Bill Kelly
3/1/2006 5:20:00 AM
From: "zdennis" zdennis@mktec.com
>
> Bill Kelly wrote:
>>
>> (*) Sleeping in C++ for an event from a Ruby thread: The C++ thread
>> sleeps on a boost::condition variable. The Ruby thread invokes a C
>> extension method which notify()'s the condition variable. Simple
>> enough in this direction.
>>
>
> Can't you do this the other way around as well.... write C/C++ extension
> for ruby which stores reference to ruby thread, and call it from c++ code
> which would wake your ruby thread?
All ruby threads run on a single OS thread, and the ruby
interpreter isn't generally reentrant, as I understand it.
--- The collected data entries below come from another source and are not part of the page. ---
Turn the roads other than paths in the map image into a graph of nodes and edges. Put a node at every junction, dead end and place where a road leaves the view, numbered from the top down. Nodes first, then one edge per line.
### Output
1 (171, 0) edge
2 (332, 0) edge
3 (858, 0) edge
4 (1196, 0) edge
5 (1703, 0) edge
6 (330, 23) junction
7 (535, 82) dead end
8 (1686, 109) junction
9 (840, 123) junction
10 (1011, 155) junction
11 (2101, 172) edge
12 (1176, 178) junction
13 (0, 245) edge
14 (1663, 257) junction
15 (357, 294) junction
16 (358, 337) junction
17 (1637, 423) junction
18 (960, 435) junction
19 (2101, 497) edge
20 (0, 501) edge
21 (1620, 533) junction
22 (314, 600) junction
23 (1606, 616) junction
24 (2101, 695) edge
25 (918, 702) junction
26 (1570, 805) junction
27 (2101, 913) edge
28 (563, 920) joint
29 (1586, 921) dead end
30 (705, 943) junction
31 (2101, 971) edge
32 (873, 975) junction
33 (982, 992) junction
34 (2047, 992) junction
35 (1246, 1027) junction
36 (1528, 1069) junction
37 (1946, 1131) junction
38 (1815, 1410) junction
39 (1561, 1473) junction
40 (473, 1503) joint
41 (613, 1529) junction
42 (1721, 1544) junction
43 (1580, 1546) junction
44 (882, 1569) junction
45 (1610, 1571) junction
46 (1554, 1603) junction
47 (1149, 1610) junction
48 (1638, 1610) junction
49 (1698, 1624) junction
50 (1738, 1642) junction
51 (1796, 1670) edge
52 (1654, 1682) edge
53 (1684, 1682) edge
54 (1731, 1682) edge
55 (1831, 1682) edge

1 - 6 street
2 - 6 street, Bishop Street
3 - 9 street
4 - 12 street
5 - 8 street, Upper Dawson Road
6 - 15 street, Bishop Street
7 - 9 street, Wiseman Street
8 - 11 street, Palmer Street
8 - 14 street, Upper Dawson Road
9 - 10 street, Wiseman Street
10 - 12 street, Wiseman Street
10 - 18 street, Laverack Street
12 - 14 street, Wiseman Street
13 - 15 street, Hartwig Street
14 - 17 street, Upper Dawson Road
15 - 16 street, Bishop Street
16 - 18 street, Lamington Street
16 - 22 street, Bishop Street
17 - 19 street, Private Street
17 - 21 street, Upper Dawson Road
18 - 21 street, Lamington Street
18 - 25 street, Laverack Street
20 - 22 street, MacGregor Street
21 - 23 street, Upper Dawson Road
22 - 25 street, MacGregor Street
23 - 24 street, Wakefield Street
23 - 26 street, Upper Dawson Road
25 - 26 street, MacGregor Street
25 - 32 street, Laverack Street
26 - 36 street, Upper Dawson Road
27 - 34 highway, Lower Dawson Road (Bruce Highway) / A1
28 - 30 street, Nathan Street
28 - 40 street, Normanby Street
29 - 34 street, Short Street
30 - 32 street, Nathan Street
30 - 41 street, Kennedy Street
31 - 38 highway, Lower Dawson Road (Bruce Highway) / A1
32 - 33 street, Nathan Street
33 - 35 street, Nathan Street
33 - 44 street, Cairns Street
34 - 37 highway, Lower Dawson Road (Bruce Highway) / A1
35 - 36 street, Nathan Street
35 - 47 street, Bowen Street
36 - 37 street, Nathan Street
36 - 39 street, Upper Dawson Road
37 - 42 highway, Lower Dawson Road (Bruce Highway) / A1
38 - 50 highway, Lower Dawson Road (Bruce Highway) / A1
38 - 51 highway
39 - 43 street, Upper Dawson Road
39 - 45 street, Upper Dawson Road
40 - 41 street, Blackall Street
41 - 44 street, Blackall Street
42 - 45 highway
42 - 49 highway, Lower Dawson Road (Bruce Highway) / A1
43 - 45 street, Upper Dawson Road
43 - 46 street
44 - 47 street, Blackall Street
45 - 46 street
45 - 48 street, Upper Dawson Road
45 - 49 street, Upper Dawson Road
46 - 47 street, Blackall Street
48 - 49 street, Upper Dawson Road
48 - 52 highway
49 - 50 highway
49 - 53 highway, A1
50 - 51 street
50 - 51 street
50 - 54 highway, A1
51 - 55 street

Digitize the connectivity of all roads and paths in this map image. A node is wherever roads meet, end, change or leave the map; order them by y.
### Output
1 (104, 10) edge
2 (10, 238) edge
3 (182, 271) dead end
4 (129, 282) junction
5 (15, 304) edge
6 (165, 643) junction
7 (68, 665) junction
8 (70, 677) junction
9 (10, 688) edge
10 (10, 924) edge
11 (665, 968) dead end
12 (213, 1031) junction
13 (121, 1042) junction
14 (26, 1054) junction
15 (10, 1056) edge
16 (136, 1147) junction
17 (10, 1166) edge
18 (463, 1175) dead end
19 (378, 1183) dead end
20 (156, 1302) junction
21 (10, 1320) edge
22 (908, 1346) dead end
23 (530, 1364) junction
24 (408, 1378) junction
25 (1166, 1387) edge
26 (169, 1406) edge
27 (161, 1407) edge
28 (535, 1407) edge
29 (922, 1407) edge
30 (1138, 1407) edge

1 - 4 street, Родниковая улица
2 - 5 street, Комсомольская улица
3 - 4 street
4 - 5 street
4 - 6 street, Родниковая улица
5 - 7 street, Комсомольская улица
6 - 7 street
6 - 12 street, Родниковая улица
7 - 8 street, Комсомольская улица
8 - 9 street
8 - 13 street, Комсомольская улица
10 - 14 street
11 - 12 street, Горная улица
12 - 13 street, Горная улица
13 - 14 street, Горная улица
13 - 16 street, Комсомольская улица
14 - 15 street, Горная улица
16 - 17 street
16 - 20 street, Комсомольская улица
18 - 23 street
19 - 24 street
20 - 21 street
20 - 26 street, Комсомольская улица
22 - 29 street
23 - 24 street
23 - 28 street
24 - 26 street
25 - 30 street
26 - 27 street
So I don't know how to put one ruby thread to sleep on something
like a boost::condition variable without sleeping the whole OS
thread ruby runs on, thus blocking all ruby threads.
And I also don't know if I can call straight into ruby's eval.c
from a non-ruby OS thread, to try to fiddle with the ruby threads
and the ruby scheduler to wake my ruby thread up - due to the
ruby interpreter not being reentrant. (Without hacking the ruby
source code, at any rate.) Although if anyone knows to the
contrary, that an external OS thread can safely wake up a
ruby thread that'd be great.
I may end up trying the UDP approach. It's got to be better
than my initial make-it-work implementation, where my ruby
threads sleep for 1/10 second and check a queue.